WHAT YOU WILL DO.
The response must consist of each line in the listing that has the word "bubble" in it.

DATA FOR THIS EXERCISE.

+-------+

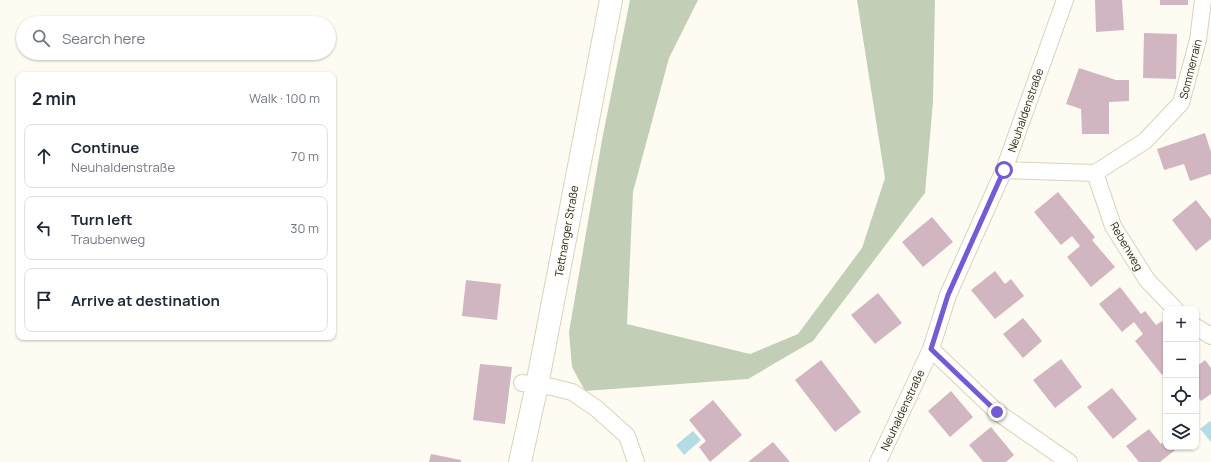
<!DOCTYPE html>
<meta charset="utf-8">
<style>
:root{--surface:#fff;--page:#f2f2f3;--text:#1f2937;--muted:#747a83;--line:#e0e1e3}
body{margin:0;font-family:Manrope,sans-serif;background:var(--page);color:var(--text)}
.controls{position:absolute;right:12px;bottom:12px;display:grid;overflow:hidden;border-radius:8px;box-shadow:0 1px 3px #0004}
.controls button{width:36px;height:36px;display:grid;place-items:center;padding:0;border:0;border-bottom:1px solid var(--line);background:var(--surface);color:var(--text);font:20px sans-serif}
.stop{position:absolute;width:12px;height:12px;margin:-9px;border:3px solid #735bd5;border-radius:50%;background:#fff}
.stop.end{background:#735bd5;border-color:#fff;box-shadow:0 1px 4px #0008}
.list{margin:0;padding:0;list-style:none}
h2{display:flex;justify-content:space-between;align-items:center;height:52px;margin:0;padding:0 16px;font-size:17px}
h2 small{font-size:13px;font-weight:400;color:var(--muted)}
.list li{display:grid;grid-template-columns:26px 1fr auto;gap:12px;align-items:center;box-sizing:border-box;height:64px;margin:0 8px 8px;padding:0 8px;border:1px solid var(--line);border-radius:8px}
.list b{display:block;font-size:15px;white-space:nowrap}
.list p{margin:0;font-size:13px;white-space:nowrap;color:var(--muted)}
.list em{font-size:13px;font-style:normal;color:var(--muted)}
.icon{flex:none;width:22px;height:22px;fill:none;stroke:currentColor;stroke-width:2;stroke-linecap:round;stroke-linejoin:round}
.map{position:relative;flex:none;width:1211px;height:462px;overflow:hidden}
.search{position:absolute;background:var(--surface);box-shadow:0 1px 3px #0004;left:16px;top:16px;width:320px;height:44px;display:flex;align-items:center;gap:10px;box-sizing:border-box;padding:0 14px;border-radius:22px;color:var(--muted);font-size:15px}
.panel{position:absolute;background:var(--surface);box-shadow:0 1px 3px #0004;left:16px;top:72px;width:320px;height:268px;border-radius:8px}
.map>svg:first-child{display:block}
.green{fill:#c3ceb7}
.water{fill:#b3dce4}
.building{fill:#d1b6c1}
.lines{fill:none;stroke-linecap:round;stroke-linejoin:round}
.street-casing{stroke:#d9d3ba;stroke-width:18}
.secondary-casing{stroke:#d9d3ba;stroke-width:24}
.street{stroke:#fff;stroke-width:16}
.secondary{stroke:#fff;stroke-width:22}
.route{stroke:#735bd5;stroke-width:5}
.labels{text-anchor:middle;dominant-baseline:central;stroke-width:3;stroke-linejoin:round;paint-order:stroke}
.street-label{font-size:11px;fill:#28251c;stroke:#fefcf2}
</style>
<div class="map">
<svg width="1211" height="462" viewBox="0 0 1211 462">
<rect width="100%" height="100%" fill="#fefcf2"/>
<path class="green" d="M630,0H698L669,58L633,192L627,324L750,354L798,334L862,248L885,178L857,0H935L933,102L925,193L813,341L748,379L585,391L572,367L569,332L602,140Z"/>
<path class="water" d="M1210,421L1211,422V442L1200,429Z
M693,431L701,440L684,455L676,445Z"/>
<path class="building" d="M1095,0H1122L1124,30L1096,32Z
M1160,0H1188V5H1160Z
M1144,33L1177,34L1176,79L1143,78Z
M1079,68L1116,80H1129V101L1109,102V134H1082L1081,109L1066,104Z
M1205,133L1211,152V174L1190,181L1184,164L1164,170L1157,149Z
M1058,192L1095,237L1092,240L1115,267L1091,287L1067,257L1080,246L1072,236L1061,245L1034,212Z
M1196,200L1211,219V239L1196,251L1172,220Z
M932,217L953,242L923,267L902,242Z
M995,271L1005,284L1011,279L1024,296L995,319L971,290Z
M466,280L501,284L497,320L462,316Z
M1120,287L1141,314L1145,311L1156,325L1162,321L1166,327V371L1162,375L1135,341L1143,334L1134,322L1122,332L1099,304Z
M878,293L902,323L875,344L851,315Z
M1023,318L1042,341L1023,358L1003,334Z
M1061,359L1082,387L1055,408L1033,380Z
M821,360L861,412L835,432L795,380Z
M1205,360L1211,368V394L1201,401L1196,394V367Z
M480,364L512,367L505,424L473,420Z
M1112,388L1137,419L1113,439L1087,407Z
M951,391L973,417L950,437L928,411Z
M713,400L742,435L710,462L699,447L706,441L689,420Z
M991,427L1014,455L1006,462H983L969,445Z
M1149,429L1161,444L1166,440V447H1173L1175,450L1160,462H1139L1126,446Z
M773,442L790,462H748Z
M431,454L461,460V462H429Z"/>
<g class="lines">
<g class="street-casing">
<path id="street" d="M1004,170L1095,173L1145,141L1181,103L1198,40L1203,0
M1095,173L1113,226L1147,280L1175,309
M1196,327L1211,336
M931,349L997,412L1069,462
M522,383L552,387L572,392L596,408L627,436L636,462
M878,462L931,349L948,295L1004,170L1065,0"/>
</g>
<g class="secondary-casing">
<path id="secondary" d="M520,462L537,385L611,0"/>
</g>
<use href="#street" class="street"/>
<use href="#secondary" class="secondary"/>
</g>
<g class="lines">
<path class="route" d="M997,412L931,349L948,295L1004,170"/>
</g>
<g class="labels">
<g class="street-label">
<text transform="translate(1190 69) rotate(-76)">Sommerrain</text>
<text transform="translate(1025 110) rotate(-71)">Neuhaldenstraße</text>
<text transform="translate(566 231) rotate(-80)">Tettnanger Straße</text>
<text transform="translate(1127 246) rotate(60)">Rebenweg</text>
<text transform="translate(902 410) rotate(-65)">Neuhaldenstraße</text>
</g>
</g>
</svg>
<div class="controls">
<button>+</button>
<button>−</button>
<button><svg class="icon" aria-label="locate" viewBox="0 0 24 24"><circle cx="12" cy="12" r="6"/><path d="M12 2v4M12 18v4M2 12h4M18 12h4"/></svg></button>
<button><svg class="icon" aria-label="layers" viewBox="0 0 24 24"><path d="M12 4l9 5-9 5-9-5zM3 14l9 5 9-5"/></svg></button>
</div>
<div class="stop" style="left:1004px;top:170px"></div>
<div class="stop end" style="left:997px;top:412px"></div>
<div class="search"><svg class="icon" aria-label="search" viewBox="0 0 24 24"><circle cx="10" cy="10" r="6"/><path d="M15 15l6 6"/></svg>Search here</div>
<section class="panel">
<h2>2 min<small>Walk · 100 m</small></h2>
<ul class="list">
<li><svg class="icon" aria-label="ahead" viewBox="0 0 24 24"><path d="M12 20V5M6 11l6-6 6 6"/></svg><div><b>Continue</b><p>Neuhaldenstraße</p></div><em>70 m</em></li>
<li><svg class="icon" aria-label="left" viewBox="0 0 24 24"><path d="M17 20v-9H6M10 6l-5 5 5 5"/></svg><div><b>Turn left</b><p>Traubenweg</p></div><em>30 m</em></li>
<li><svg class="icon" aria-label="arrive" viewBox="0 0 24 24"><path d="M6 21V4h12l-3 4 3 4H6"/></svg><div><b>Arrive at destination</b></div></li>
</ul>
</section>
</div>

+-------+

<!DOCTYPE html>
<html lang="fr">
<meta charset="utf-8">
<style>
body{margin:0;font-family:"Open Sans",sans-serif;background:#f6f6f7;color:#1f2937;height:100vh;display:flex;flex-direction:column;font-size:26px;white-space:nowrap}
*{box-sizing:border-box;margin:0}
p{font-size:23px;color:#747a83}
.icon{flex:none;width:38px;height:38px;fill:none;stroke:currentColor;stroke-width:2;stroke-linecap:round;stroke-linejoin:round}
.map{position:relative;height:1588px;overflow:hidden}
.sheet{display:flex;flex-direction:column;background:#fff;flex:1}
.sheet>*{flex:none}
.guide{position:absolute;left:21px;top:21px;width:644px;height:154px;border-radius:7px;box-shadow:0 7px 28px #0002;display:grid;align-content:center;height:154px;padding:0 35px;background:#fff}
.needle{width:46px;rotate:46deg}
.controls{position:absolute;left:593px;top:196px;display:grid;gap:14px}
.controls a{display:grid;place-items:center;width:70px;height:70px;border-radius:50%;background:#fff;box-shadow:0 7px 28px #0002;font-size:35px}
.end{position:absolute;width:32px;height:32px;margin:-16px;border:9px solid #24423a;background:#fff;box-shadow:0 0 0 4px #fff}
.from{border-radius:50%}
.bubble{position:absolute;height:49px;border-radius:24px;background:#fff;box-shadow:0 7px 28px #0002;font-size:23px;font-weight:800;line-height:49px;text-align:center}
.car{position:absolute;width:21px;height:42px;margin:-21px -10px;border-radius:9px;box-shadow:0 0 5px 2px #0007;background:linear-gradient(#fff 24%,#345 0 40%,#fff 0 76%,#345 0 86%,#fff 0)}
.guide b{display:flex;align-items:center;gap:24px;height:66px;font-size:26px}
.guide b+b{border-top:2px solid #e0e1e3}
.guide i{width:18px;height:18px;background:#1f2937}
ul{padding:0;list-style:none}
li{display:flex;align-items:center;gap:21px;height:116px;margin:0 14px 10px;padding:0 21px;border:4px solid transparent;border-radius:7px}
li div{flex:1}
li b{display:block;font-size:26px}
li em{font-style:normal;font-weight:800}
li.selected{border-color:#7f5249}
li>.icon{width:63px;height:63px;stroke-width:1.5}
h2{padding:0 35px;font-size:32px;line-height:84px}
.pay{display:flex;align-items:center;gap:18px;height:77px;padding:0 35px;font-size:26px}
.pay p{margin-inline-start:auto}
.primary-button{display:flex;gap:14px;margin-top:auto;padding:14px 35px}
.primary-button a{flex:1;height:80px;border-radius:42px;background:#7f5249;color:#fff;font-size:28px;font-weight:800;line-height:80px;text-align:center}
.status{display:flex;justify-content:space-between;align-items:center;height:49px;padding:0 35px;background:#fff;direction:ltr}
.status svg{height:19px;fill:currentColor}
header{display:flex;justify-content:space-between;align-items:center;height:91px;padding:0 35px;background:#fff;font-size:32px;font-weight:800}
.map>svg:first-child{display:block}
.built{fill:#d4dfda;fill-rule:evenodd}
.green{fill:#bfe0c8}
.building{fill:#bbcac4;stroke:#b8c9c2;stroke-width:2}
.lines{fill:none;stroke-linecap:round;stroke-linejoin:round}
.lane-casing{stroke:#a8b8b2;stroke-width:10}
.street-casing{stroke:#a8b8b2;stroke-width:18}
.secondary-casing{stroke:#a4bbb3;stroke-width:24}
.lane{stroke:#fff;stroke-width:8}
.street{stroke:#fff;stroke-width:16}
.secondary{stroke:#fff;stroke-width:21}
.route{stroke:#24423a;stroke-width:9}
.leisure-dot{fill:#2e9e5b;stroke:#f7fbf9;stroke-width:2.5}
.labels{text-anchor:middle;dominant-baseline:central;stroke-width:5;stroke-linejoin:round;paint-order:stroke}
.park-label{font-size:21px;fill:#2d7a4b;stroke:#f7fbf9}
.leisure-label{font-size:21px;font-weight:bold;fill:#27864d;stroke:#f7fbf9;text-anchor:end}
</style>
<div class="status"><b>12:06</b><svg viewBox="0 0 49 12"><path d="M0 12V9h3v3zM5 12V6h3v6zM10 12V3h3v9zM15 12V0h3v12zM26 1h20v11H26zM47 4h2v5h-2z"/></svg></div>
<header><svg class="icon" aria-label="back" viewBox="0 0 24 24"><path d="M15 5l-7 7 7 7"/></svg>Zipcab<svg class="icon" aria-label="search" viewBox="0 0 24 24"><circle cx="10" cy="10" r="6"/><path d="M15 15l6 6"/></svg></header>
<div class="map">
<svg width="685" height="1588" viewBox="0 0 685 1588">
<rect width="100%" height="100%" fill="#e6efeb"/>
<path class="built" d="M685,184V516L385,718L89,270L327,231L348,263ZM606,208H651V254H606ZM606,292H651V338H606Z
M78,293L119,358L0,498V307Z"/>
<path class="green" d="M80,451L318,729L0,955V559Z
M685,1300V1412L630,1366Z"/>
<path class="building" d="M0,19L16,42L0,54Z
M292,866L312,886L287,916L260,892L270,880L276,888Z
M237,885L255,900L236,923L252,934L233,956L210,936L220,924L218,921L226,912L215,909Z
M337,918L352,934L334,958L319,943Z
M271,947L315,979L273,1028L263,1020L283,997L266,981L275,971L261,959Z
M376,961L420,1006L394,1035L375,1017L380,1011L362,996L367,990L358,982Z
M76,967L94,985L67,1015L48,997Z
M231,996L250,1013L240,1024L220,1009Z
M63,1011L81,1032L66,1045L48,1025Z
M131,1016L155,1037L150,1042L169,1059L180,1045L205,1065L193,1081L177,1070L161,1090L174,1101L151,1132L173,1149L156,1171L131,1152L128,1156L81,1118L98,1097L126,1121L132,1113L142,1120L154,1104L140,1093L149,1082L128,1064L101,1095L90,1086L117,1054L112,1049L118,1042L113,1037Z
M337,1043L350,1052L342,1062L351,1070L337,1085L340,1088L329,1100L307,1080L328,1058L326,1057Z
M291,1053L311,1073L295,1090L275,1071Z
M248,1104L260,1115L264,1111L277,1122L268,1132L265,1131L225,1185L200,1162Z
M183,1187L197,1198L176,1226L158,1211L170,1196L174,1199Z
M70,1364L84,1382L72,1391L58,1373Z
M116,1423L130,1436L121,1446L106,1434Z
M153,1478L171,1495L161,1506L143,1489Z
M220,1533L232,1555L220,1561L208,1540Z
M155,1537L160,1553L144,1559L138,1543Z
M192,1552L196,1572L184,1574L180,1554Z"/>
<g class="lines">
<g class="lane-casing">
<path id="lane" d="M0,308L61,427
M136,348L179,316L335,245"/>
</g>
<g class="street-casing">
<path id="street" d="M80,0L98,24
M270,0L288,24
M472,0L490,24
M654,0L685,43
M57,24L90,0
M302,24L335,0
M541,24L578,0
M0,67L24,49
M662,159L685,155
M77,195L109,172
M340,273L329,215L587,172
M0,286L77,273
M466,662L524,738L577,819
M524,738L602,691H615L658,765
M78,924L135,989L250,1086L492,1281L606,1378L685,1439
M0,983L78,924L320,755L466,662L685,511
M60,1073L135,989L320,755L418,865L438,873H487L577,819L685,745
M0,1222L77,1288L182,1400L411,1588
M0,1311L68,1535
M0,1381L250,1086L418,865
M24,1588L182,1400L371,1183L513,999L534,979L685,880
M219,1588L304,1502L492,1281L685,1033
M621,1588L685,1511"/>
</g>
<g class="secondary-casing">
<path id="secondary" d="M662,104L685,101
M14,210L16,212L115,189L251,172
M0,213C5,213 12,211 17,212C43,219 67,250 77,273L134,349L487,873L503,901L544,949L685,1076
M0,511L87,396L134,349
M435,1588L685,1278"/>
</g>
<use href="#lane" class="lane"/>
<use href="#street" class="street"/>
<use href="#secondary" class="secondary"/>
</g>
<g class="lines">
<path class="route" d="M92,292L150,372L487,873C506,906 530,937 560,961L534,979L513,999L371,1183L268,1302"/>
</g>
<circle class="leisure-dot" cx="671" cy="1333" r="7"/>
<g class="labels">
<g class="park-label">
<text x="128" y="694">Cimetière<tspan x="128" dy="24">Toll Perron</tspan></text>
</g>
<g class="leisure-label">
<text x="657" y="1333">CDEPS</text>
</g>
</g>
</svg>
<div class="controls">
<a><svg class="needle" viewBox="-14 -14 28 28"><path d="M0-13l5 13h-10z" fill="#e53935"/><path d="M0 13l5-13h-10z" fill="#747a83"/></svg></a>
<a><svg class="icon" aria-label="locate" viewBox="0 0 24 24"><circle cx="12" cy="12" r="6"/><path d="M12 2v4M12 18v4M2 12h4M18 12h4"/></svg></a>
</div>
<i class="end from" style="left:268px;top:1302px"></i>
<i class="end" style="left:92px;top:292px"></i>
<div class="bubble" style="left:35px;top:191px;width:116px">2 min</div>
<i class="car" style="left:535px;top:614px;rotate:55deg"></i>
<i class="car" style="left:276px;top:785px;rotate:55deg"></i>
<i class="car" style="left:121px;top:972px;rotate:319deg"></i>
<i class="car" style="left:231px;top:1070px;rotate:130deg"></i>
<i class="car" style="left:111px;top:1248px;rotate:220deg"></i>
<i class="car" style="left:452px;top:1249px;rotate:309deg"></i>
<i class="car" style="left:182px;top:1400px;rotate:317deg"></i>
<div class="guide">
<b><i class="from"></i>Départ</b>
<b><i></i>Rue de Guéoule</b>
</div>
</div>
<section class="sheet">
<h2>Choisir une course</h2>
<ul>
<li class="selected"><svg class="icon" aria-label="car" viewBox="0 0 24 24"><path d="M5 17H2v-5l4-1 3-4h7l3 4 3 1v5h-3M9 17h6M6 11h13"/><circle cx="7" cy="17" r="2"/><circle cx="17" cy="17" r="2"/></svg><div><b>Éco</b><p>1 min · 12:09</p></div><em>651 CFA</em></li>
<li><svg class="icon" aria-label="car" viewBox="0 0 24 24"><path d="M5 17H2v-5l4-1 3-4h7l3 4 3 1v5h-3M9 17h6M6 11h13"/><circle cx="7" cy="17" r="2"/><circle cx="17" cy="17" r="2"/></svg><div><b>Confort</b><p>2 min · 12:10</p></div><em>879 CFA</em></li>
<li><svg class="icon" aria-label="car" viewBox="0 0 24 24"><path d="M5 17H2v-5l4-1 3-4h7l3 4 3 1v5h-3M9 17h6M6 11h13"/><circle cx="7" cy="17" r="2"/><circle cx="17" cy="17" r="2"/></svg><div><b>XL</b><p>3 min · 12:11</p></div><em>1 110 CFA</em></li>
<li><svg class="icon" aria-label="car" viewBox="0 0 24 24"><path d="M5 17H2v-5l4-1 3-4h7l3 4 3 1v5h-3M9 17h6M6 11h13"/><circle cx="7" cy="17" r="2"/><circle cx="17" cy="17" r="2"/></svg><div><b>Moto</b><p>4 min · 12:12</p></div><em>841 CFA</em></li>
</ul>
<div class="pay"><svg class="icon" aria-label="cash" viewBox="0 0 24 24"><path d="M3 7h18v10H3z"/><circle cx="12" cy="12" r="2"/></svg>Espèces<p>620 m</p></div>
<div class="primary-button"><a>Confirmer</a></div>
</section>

+-------+

OUTPUT.
.bubble{position:absolute;height:49px;border-radius:24px;background:#fff;box-shadow:0 7px 28px #0002;font-size:23px;font-weight:800;line-height:49px;text-align:center}
<div class="bubble" style="left:35px;top:191px;width:116px">2 min</div>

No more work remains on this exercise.